In [1]:
import pandas as pd
import plotly.graph_objects as go
from geopy.geocoders import Nominatim
import time
from tqdm import tqdm

# 1. Load and prepare data
print("\n🔍 Preparing data...")
df = pd.read_csv("e_waste_dataset.csv")  # Use your actual file

# City-to-country mapping — customize as needed
city_to_country = {
    'New York': 'United States',
    'Berlin': 'Germany',
    'Tokyo': 'Japan',
    'London': 'United Kingdom',
    'Paris': 'France',
    'Mumbai': 'India',
    'Shanghai': 'China',
    'Sydney': 'Australia',
    'Toronto': 'Canada',
    'São Paulo': 'Brazil'
}

df['Origin_Country'] = df['Location'].map(city_to_country).fillna(df['Location'])

# 2. Geocoding setup
print("\n🌍 Geocoding locations...")
geolocator = Nominatim(user_agent="ewaste_flow_analysis_numbered")
coordinate_cache = {}

def get_coordinates(place):
    if place in coordinate_cache:
        return coordinate_cache[place]
    
    try:
        location = geolocator.geocode(place)
        time.sleep(1.1)
        if location:
            coords = {'lat': location.latitude, 'lon': location.longitude}
            coordinate_cache[place] = coords
            return coords
        return {'lat': 0, 'lon': 0}
    except Exception as e:
        print(f"⚠️ Could not geocode {place}: {str(e)}")
        return {'lat': 0, 'lon': 0}

# 3. Data aggregation
print("\n📊 Processing data...")
flow_data = df.groupby(['Location', 'Exported_To']).agg(
    Total_Weight=('Weight_kg', 'sum'),
    Shipment_Count=('Weight_kg', 'count')
).reset_index()

origin_list = flow_data['Location'].unique()
destination_list = flow_data['Exported_To'].unique()
all_places = list(origin_list) + list(destination_list)

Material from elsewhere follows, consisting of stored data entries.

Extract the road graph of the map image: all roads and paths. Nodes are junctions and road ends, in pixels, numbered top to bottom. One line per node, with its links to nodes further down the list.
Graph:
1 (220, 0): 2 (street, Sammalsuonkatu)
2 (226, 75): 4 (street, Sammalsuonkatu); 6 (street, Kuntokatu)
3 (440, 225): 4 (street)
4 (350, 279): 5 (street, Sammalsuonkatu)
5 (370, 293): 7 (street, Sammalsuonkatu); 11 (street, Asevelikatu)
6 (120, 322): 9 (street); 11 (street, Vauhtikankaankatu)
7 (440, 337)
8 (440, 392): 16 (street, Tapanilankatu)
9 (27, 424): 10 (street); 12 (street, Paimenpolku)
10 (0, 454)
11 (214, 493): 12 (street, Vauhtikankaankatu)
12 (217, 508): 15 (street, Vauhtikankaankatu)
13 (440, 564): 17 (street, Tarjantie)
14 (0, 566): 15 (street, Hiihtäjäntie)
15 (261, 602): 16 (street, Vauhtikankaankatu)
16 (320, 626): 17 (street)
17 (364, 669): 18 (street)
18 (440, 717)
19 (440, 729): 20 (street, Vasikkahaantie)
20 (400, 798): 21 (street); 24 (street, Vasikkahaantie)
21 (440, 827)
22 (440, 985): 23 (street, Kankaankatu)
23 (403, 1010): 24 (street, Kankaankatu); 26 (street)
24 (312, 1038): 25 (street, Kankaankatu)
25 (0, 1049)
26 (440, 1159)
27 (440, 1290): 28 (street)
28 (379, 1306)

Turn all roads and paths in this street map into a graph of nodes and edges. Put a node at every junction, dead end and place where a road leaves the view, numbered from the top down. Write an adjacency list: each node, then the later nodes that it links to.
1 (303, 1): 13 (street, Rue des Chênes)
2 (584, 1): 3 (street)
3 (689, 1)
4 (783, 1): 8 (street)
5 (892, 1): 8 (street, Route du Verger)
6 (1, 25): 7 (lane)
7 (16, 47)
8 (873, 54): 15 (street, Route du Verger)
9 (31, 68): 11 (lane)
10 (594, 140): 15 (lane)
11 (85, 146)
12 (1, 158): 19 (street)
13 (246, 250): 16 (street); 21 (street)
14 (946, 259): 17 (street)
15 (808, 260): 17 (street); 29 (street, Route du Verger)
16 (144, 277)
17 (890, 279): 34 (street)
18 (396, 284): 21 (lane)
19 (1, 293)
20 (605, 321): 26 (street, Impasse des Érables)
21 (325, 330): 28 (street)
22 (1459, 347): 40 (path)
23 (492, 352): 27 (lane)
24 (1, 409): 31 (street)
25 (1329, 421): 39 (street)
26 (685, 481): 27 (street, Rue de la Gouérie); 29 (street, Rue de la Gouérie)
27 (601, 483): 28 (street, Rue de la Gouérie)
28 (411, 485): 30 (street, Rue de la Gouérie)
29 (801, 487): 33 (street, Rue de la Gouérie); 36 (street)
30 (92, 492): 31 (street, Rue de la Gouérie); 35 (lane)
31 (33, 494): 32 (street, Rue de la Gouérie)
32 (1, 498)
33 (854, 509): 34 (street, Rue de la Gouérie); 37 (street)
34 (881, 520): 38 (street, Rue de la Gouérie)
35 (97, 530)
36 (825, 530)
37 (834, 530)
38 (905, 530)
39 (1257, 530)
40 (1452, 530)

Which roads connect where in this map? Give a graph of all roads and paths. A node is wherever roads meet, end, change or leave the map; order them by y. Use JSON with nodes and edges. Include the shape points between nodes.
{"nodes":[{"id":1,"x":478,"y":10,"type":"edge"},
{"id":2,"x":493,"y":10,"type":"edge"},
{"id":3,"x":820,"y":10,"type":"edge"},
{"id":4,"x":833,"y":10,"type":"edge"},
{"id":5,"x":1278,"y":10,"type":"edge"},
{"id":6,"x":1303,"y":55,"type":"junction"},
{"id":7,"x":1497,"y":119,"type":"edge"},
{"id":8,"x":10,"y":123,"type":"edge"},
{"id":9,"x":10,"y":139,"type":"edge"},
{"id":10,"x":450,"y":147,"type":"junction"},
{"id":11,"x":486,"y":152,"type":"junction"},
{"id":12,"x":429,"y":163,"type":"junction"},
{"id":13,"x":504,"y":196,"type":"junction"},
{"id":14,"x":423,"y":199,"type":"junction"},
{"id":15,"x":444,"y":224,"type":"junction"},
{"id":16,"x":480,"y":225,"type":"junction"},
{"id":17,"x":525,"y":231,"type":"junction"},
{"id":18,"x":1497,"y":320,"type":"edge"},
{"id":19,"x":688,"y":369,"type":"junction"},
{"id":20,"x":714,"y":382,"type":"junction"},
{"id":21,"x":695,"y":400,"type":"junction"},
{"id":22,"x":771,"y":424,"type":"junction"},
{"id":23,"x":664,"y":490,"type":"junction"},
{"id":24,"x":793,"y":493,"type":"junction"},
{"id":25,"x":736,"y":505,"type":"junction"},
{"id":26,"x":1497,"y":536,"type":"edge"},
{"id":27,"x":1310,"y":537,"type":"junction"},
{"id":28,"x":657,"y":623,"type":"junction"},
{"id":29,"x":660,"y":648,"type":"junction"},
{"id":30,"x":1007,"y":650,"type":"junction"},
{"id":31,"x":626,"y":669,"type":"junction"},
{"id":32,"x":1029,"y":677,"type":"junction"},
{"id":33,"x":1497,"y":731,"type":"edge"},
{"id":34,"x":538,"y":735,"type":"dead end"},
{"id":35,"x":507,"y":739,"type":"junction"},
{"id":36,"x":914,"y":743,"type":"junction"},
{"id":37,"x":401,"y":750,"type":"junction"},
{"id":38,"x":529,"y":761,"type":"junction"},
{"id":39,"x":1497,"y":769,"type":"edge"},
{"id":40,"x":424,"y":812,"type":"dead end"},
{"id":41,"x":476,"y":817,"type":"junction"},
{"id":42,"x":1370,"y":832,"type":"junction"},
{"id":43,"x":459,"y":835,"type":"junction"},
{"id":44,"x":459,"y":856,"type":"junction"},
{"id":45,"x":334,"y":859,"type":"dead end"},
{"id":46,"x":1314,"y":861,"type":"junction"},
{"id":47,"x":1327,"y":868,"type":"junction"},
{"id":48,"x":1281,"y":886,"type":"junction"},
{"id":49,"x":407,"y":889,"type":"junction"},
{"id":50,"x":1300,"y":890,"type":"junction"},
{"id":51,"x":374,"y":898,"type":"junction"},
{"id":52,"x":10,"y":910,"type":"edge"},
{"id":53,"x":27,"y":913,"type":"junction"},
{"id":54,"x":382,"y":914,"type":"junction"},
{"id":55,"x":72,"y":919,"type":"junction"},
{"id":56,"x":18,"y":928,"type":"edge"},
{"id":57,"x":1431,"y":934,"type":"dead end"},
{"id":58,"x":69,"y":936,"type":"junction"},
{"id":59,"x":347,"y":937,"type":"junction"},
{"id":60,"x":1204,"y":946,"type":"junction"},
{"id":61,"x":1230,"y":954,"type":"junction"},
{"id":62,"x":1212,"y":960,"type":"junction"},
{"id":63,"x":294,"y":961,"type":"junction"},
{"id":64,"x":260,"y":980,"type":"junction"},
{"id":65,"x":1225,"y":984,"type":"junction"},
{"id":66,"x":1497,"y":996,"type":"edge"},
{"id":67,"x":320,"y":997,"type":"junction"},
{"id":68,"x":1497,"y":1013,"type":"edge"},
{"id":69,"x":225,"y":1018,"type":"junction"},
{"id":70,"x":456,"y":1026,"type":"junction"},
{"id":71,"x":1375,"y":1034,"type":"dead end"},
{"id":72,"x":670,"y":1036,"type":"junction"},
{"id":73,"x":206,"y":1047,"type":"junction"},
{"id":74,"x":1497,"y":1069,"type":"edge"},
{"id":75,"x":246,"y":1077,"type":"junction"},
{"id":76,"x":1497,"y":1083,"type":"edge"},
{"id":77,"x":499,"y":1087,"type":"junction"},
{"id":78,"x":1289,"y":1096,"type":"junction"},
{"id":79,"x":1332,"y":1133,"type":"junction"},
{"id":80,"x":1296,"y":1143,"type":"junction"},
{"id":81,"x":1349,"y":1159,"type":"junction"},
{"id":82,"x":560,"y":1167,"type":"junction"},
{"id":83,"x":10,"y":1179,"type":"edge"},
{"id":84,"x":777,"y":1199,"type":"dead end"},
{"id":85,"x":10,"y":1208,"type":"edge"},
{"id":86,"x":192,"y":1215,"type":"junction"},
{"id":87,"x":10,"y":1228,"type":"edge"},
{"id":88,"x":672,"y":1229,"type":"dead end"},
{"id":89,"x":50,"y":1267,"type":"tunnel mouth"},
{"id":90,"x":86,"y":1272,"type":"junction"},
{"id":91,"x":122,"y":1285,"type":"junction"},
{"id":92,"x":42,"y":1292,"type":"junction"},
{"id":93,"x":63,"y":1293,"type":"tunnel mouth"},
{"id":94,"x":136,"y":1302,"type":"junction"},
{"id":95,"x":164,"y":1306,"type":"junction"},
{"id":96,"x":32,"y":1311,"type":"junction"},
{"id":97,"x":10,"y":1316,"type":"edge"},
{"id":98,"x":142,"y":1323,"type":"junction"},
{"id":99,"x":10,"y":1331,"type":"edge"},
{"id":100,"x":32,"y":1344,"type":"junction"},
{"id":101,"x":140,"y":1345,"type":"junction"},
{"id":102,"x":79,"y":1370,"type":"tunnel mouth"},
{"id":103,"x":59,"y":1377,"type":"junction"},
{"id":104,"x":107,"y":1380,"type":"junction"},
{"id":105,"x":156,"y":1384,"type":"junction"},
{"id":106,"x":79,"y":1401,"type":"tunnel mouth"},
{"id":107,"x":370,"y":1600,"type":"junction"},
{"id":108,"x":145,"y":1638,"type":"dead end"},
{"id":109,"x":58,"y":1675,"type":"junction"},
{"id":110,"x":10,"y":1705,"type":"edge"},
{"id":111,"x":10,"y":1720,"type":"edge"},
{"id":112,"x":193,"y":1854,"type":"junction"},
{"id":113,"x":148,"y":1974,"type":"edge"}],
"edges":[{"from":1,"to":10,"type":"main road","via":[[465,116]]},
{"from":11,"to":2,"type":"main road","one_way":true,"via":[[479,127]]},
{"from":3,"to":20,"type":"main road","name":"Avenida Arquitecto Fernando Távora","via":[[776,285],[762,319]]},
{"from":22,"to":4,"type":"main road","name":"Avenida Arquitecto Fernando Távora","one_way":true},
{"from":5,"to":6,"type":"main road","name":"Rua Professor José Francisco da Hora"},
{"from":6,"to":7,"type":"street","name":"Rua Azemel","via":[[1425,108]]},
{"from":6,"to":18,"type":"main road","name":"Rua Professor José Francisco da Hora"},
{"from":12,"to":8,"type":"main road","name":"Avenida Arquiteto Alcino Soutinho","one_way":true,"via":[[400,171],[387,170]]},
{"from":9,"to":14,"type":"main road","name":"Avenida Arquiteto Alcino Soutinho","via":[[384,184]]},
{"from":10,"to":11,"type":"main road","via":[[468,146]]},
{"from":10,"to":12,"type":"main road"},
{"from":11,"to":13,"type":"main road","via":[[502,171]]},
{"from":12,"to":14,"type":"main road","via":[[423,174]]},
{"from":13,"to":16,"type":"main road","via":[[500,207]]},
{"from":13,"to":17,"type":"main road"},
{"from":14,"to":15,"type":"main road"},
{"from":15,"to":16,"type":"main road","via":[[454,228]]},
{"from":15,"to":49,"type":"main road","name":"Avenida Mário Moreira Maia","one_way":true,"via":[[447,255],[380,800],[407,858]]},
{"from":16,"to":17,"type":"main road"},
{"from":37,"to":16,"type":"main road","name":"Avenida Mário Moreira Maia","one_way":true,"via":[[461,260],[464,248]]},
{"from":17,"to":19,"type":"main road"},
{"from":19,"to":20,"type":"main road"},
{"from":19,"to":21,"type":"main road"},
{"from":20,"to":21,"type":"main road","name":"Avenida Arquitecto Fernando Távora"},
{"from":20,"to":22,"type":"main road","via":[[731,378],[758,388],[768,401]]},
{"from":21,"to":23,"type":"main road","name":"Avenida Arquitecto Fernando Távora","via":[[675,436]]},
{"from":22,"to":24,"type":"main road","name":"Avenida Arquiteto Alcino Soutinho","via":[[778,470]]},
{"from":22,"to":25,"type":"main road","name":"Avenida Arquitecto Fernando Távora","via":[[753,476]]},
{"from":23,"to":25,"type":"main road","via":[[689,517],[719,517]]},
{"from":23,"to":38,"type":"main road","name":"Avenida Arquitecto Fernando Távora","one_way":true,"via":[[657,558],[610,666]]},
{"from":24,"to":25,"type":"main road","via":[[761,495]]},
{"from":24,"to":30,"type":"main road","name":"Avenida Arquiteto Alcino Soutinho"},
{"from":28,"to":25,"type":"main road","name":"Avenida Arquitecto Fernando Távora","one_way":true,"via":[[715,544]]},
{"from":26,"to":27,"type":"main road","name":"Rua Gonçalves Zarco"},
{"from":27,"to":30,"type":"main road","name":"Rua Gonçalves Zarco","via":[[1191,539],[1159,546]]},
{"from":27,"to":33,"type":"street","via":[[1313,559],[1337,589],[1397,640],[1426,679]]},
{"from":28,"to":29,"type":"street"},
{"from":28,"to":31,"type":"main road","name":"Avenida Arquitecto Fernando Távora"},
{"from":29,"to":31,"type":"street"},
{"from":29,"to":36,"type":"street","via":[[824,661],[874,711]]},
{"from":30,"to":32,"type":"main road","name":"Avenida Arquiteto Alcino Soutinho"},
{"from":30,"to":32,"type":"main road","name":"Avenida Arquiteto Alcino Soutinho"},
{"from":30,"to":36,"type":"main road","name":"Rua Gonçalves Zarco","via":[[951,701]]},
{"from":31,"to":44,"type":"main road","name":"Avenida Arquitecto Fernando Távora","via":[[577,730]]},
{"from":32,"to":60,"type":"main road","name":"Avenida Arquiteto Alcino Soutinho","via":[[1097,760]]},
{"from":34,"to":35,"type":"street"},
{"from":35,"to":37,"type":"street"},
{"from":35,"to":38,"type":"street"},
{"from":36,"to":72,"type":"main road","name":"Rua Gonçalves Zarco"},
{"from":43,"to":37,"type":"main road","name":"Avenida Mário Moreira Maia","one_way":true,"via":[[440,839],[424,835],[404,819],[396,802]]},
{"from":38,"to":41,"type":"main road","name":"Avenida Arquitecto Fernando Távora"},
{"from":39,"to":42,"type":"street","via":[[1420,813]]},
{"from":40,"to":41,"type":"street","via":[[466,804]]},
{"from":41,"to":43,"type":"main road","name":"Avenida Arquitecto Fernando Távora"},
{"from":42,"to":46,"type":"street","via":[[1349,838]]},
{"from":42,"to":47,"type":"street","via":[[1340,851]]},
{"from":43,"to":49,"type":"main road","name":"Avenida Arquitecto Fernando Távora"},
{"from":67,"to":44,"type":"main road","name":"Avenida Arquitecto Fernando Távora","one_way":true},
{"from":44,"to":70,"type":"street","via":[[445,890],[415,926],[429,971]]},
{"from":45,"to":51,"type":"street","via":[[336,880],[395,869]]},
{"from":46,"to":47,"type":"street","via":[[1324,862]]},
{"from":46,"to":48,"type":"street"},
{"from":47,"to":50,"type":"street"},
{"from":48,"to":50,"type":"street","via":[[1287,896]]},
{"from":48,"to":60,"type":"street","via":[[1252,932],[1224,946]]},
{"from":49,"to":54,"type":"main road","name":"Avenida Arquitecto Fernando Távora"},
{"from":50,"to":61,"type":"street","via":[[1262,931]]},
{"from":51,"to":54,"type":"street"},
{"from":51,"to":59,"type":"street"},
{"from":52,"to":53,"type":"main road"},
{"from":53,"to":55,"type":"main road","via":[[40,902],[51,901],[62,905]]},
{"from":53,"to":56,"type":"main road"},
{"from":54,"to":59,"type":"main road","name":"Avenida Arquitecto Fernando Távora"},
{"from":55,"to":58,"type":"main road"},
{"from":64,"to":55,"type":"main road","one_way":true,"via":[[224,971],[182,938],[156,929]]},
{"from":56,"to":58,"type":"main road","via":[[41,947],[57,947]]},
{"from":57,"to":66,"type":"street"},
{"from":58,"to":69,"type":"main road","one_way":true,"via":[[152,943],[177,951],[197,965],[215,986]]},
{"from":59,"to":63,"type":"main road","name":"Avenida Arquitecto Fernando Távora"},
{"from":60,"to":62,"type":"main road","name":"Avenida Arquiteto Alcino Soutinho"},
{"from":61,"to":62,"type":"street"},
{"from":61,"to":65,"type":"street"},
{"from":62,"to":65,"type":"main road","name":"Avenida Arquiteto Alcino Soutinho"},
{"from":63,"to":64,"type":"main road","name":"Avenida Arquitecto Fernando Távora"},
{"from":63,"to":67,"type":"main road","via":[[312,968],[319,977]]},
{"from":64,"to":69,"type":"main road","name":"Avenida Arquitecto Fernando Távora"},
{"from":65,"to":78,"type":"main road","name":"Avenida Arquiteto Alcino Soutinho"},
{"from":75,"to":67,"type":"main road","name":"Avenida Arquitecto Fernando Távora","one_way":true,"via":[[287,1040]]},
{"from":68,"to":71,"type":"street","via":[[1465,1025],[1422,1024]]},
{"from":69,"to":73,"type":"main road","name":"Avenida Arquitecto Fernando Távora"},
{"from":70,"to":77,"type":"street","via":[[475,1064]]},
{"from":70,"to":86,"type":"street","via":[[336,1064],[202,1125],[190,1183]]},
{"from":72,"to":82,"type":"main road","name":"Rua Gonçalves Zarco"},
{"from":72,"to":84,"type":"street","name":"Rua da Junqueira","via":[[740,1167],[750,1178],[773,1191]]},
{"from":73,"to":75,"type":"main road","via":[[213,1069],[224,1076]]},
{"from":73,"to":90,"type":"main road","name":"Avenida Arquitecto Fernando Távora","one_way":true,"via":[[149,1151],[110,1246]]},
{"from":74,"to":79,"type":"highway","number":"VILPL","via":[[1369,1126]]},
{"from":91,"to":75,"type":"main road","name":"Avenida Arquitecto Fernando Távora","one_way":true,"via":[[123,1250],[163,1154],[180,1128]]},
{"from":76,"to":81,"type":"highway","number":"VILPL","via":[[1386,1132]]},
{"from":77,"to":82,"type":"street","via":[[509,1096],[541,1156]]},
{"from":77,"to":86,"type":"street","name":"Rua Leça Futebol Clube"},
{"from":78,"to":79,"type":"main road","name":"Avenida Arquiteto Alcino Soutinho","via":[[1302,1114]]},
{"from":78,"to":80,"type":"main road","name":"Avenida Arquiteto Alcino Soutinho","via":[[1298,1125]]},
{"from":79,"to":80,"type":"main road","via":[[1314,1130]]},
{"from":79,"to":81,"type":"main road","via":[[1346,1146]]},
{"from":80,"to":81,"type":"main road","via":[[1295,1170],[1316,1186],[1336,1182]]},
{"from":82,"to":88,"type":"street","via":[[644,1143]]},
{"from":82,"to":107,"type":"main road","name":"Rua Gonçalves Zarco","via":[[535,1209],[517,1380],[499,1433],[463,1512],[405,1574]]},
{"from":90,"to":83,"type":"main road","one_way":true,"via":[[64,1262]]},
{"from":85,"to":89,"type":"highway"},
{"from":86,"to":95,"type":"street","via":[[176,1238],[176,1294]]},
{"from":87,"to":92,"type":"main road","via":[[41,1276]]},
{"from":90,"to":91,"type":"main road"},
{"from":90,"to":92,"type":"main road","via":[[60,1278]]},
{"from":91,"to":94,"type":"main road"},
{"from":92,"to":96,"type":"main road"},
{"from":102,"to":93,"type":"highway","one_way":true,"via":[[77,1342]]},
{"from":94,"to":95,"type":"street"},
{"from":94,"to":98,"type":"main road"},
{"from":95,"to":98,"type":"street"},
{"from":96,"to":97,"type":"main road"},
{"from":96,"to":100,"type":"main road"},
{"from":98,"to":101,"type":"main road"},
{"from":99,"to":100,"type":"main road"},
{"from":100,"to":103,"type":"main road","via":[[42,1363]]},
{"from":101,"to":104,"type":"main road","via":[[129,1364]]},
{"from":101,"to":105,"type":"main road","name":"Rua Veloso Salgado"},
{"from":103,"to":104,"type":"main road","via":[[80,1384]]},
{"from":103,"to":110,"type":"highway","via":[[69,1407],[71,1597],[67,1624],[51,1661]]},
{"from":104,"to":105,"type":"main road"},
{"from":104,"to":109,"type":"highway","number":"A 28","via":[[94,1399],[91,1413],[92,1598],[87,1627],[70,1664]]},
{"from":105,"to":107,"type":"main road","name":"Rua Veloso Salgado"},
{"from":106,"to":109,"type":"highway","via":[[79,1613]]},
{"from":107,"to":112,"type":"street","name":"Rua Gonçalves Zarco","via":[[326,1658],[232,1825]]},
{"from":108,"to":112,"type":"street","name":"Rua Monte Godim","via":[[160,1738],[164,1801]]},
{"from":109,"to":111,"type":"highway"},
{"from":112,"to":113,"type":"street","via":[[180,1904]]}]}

# Geocode all unique locations
print("⏳ Geocoding progress:")
for place in tqdm(all_places):
    get_coordinates(place)

# 4. Create visualization
print("\n🎨 Creating visualization...")
fig = go.Figure(layout=go.Layout(width=1400, height=800, autosize=False))
color_scale = ['#FF6B6B', '#4ECDC4', '#45B7D1', '#FFA07A', '#98D8C8']

# Draw flow lines
for i, row in flow_data.iterrows():
    origin = get_coordinates(row['Location'])
    dest = get_coordinates(row['Exported_To'])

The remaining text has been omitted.